Вся это удивительная красота – кругом; а внутри, в нем самом – пустота. Как это по-прежнему страшно!
Повязки на голове уже нет, она не нужна; снаружи рана зажила. Но в каком контрасте со всем окружающим остается его мучительное состояние!
"Я по-прежнему мог читать только по слогам; как ребенок; я по-прежнему страдал и страдаю невспоминанием слова и его значения; по-прежнему меня держала и держит в руках "умственная афазия"; по-прежнему не возвращается ко мне память, мои знания, мое образование.
В моей голове струятся две мысли.
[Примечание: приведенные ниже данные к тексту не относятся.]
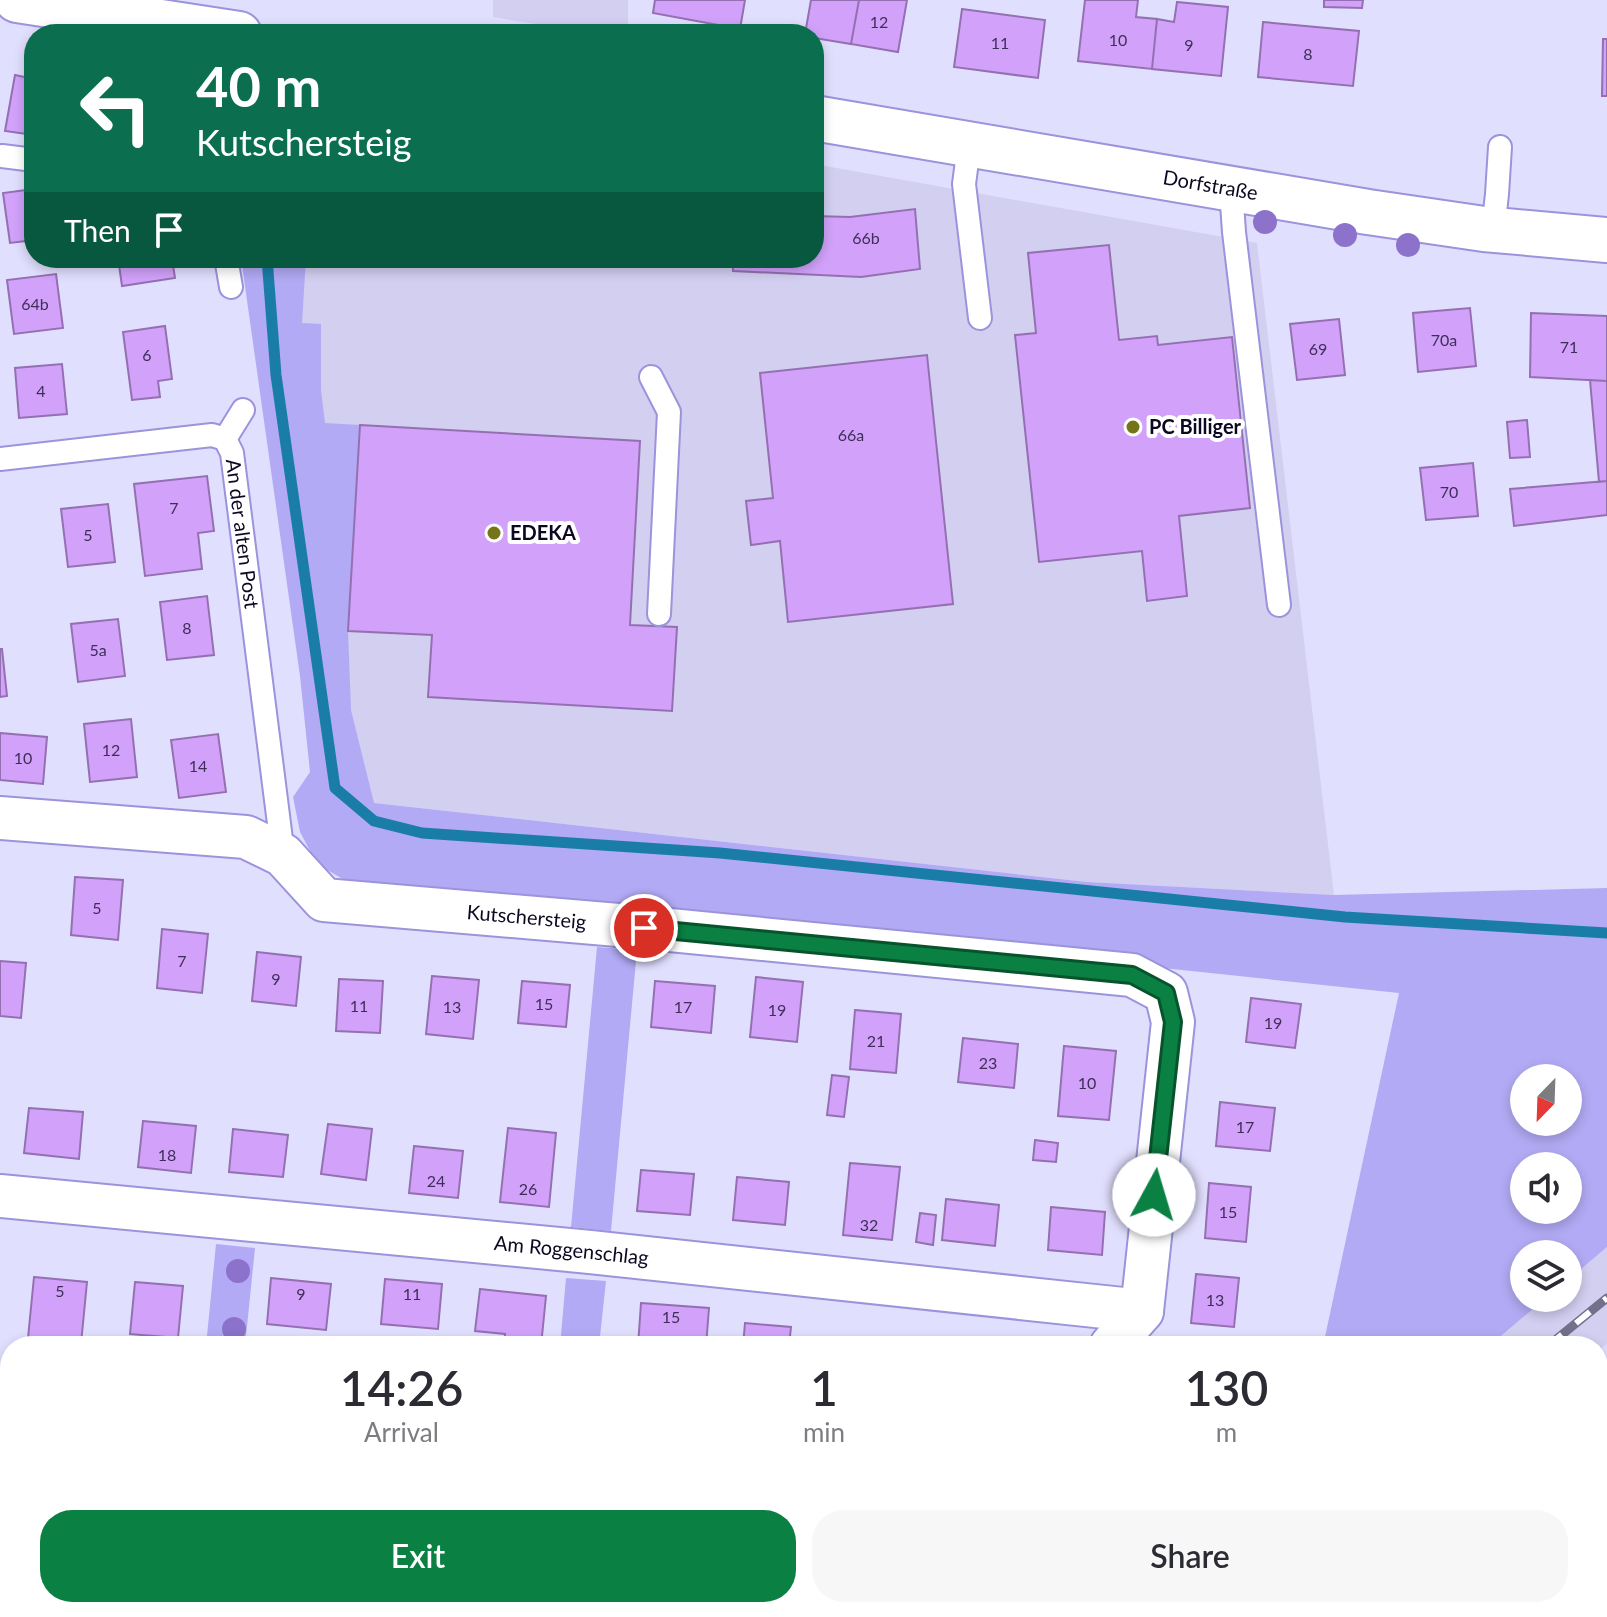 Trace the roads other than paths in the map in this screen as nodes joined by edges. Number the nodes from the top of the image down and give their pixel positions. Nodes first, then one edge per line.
1 (19, 0) edge
2 (168, 24) edge
3 (824, 120) edge
4 (969, 146) junction
5 (1500, 147) dead end
6 (2, 156) dead end
7 (24, 159) edge
8 (1231, 189) junction
9 (1493, 230) junction
10 (1607, 240) edge
11 (228, 268) edge
12 (231, 287) dead end
13 (980, 318) dead end
14 (651, 377) dead end
15 (243, 410) dead end
16 (225, 439) junction
17 (0, 459) edge
18 (1279, 605) dead end
19 (659, 614) dead end
20 (0, 818) edge
21 (283, 855) junction
22 (0, 1196) edge
23 (1142, 1311) junction
24 (1120, 1336) edge

1 - 2 main road
3 - 4 main road, Dorfstraße
4 - 8 main road, Dorfstraße
4 - 13 lane
5 - 9 lane
6 - 7 lane
8 - 9 main road, Dorfstraße
8 - 18 lane
9 - 10 main road, Dorfstraße
11 - 12 lane
14 - 19 lane
15 - 16 lane
16 - 17 lane, An der alten Post
16 - 21 lane, An der alten Post
20 - 21 street, Kutschersteig
21 - 23 street, Kutschersteig
22 - 23 street, Am Roggenschlag
23 - 24 street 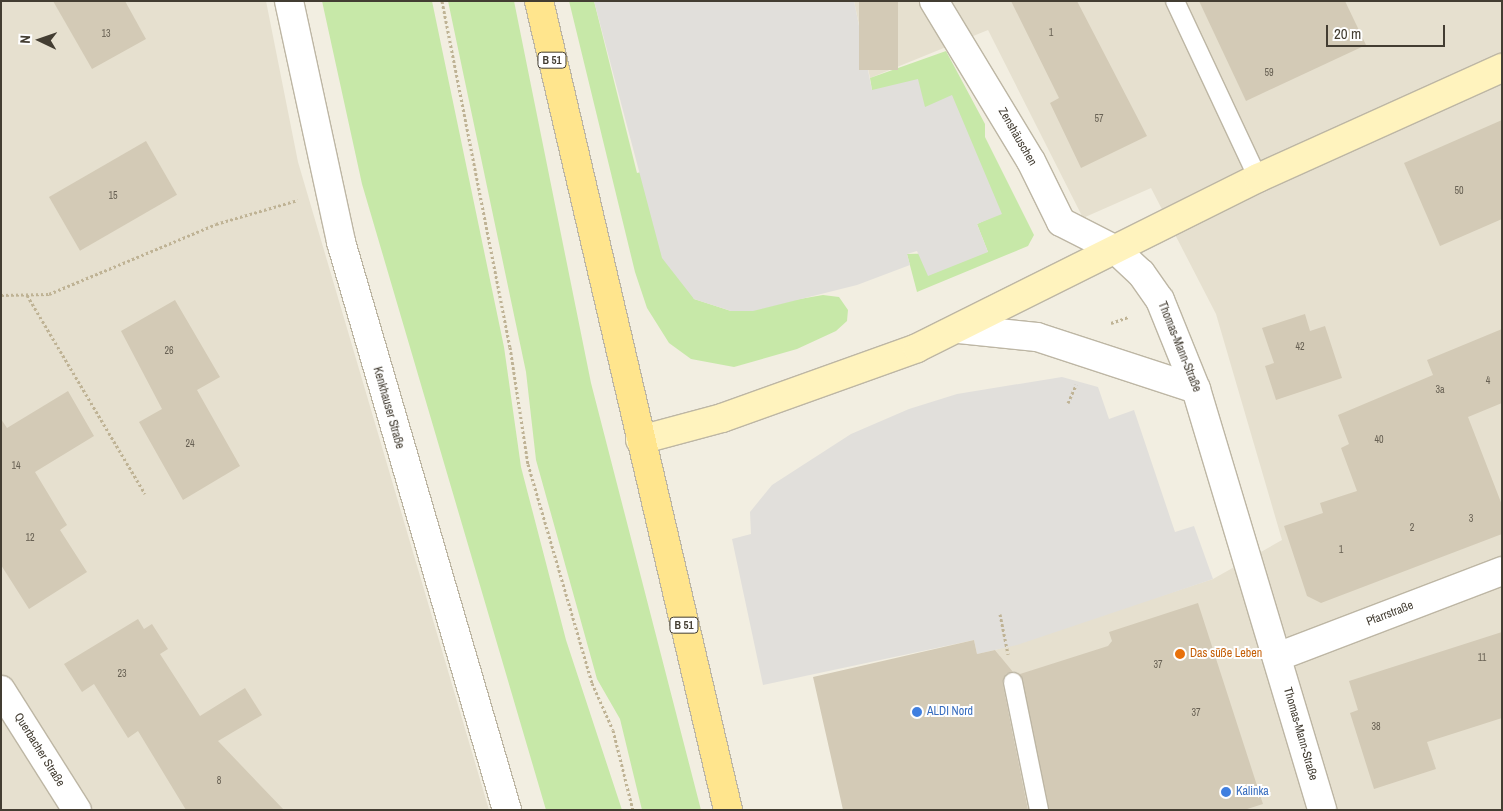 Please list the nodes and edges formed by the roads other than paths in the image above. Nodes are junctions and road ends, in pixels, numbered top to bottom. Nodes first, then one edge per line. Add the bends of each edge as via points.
1 (289, 1) edge
2 (539, 1) edge
3 (934, 1) edge
4 (1175, 1) edge
5 (1502, 68) edge
6 (1258, 178) junction
7 (1116, 250) junction
8 (959, 329) junction
9 (1196, 389) junction
10 (640, 440) junction
11 (1502, 571) edge
12 (1277, 657) junction
13 (1014, 682) dead end
14 (1, 690) edge
15 (77, 810) edge
16 (507, 810) edge
17 (728, 810) edge
18 (1039, 810) edge
19 (1322, 810) edge

1 - 16 street, Kenkhauser Straße via 329,191 373,358
2 - 10 main road, B 51
3 - 7 street, Zenshäuschen via 1022,145 1061,222
4 - 6 lane
5 - 6 main road
6 - 7 main road
7 - 8 main road
7 - 9 street, Thomas-Mann-Straße via 1141,273 1160,300
8 - 9 street via 1037,337
8 - 10 main road via 875,364 722,418
9 - 12 street, Thomas-Mann-Straße
10 - 17 main road, B 51
11 - 12 street, Pfarrstraße
12 - 19 street, Thomas-Mann-Straße
13 - 18 lane
14 - 15 street, Querbacher Straße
Одна мысль твердит мне, что моя жизнь пропащая, ненужная теперь никому, что я останусь таким до самой смерти, которая расположена ко мне очень близко. Другая мысль твердит мне, что еще не все пропало, что нужно жить, что можно излечиться временем, что поможет еще и медицина, что я вылечусь с помощью медицины и времени.
Я сделался ненормальным человеком больше в смысле утраты огромного количества памяти и длительного невспоминания ее остатков во время мышления...
Я стал таким человеком, что не могу говорить с людьми, не могу понимать различные вещи и понятия, не могу читать по-настоящему (что меня мучают головные боли и головокружения, различные приступы и боли).
И я чаще стал задумываться над жизнью, нужна ли она мне?
А тут еще вечные сомнения: "Во сне я живу или наяву?". По-прежнему я все еще не верил, что я так жестоко ранен в голову, что это все еще мне снится во сне. И время странно и быстро мчится так, словно я живу во сне...
Мимо меня проходят месяцы, годы, десятилетия. Значит, не во сне мне все это снится, а вижу я и ощущаю настоящую действительность, которая отразилась после моего ранения в худшую сторону во сто крат!..
Мне кажется почему-то, что я брожу во сне по какому-то заколдованному замкнутому кругу, из которого не видно для меня выхода...
Я гляжу непонятными глазами на окружающий меня мир, вспоминаю о не так давно случившемся странном ранении в голову, вспоминаю о последствиях этого страшного ранения. И у меня просто часто волосы становятся дыбом, и я думаю, неужели все это произошло наяву, а не во сне, неужто... неужто... это будет так до печального конца моей жизни?".
Как красочно он воспринимает природу, каким полным обаяния остается для него окружающее; но как изменился для него этот мир, как трудно доходит до него все, что он воспринимает...
"Я понимаю, что окружающий мир – это все то, что я вижу, слышу, ощущаю, осознаю своей головой. После ранения мне тяжело понимать и осознавать окружающий мир. Помимо того, что я и до сих пор иногда не могу сразу вспомнить из памяти нужное мне слово, когда видишь окружающее, или представляешь в уме (предмет, вещь, явление, растение, зверя, животное, птицу, человека), или, наоборот, слышишь звук, слово, речь, но не сразу можешь вспомнить или понять его".
Что же это такое? Почему все стало таким другим? Почему он вдруг оказался в мире, расщепленном на тысячи кусков? Почему его мысли не могут собраться в одно целое?